HR in 2023: The Year of the Employee
It’s been a difficult few years for HR professionals and business leaders. That’s an understatement, of course. However, when we look closer at what has occurred in the workplace and the labor market, we can see an emerging trend – the personalization of the work environment, whether it’s speaking to employees’ values, hybrid work arrangements, or personalized training and career guidance.
Today’s workers – millennials and Gen Z especially – are accustomed to personalized experiences in the consumer space. They are used to companies speaking directly to them and targeting their marketing to their needs and wants. They have come to expect the same of employers.
HR is uniquely positioned to meet this expectation and deliver positive experiences to employees. Here are four trends we see shaping the workplace in 2023 and beyond.
Connect with Employees’ Values Outside the Workplace
In addition to the health crisis brought on by COVID-19, the last few years has seen much social and political upheaval. Consider concerns about racial equality, reproductive rights, and the war in Ukraine. Whereas in the past, the line between work and private life was firm, today we see a blurring. Employees want to see their employers acknowledge the impact of these external events on their lives. Particularly among Gen Z, employees are saying that if they don’t see an authentic approach to diversity, equity and inclusion (DEI) in an employer, they will seek work elsewhere. According to a 2022 study by the ADP Research Institute, over three quarters (76%) of workers say they would consider looking for a new job if they discovered there was an unfair gender pay gap or no DEI policy at their company. People want to stay with a company longer when they believe in what they’re doing and feel that they’re working with people who share their values.

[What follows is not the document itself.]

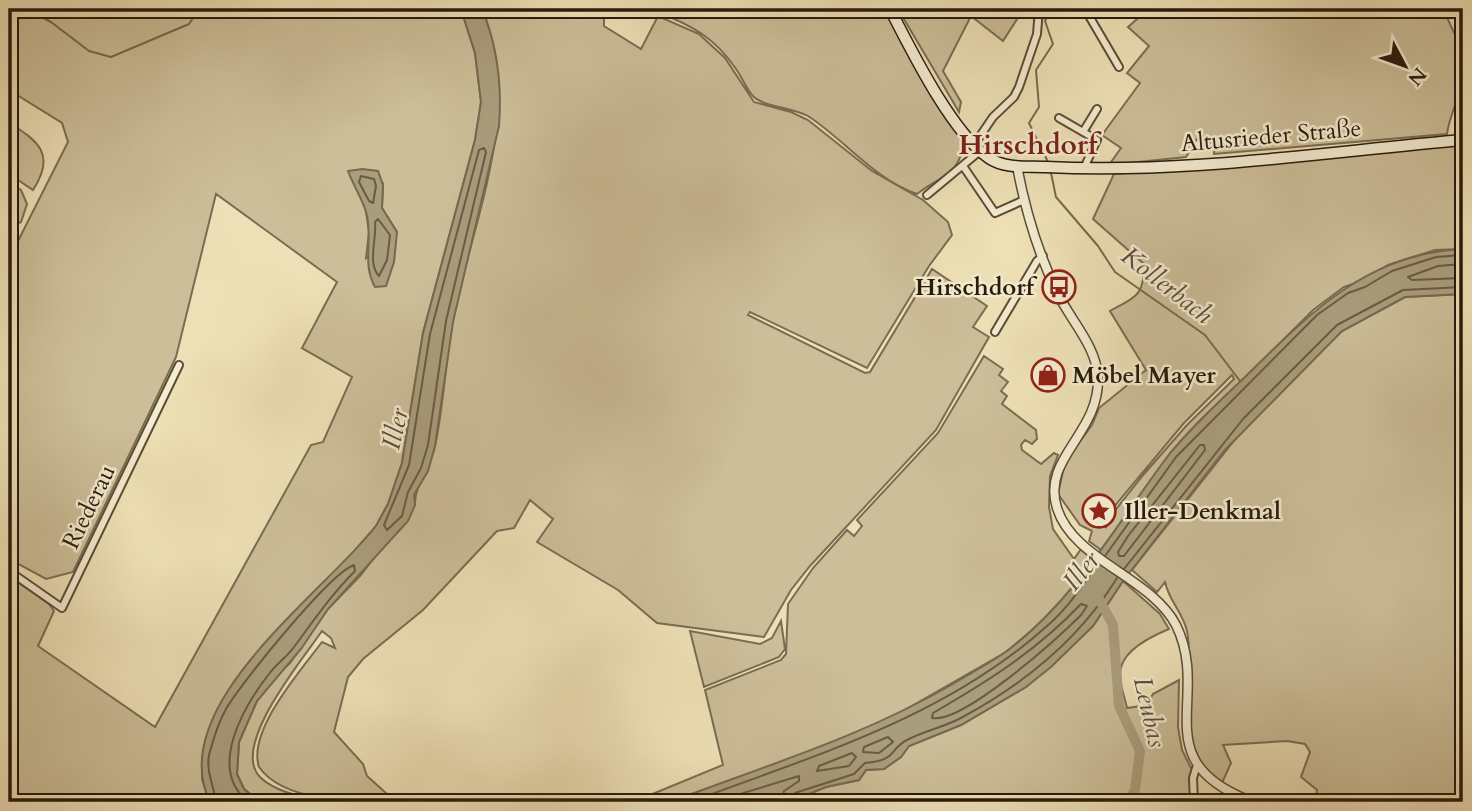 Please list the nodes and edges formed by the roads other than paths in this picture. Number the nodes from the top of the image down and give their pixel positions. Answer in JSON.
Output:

CEOs are now looking to their HR teams for messaging and dedicated resources to meet these expectations of corporate social responsibility. This means HR will have more of an active and leading role at the executive table.
Personalized Career Guidance
When previous generations graduated college, they found a job and then stayed with that company until they retired. The idea was you climbed the ladder, working your way up to better positions with more income. Today many workers feel there is no ladder to achievement and growth, in fact they perceive a ceiling instead. Consequently, they feel the only way to develop their career and increase income is to switch companies.
HR is tasked to find unique ways to help candidates grow in their career and on a personal level so that they don’t feel stagnant in their jobs. This means focusing on the individual’s strengths, understanding what they want and need, keeping tabs on their engagement on a frequent basis and tailoring learning and development to their career aspirations. Instead of a ladder, it may mean a more horizontal approach. Organizations are focusing on upskilling and reskilling, mining internal talent instead of recruiting external candidates. HR and frontline managers must personalize the career growth experience to retain good workers before the employee gives their notice and it’s too late
HR and frontline managers must personalize the career growth experience to retain good workers. When the employee gives their notice, it’s too late.
The New Normal Working Environment
The expression “the new normal” has become a cliché. However, in truth, what’s considered normal is still in flux. Many employers are demanding workers return to the office full-time. They feel this is important to maintain the culture and benefit from “water cooler talk.” Many employees and candidates are flat out saying no. Because of the pandemic employees around the world have gotten a taste of remote working. They don’t want to miss their child’s dance recital or soccer game. They like having more control over their calendar and when and how work gets done.
The hybrid work environment really is the new normal. It’s the best of both worlds. With a few days in the office, people get to interact and network, learn from others and strengthen the culture. But those two or three days at home gives the employee a feeling of flexibility, a way to personalize and blend work and home. The challenge for HR and frontline managers is to find new ways to develop employees and have their needs met in this working environment. The focus should not be on how much time you spend in the office but on whether goals are met, and productivity is high.
Virtual Reality Comes to the Workplace
If you think VR headsets are just for gaming, think again. Virtual reality is being used to enhance a host of workplace interactions. Bill Gates predicts that within the next two or three years, most virtual meetings will move from 2D camera image grids to the metaverse, a 3D space with digital avatars. The metaverse is a persistent virtual space residing on the internet that exists whether anyone is present at any given moment. The opportunities for more immersive and realistic interactions are many. HR could create a virtual space where candidates could come and experience the company’s culture, for instance. It could be used for career fairs, onboarding and work simulations during the hiring process. Training and development could occur in a more personalized and asynchronous environment, or in a collaborative virtual space with other employees around the country or globe. There is an immediacy and physicality to VR that enhances the person’s experience. While it’s big companies like Meta, Microsoft and Samsung that are investing heavily in VR, this technology will be adopted by small and medium size companies too. HR should start identifying key use cases for their organizations and employees now.
All these trends have a common thread – the focus on the individual employee. In a tight labor market where workers are questioning every aspect of their employment journey, companies must focus on the person and their needs if they are going to attract and retain talent.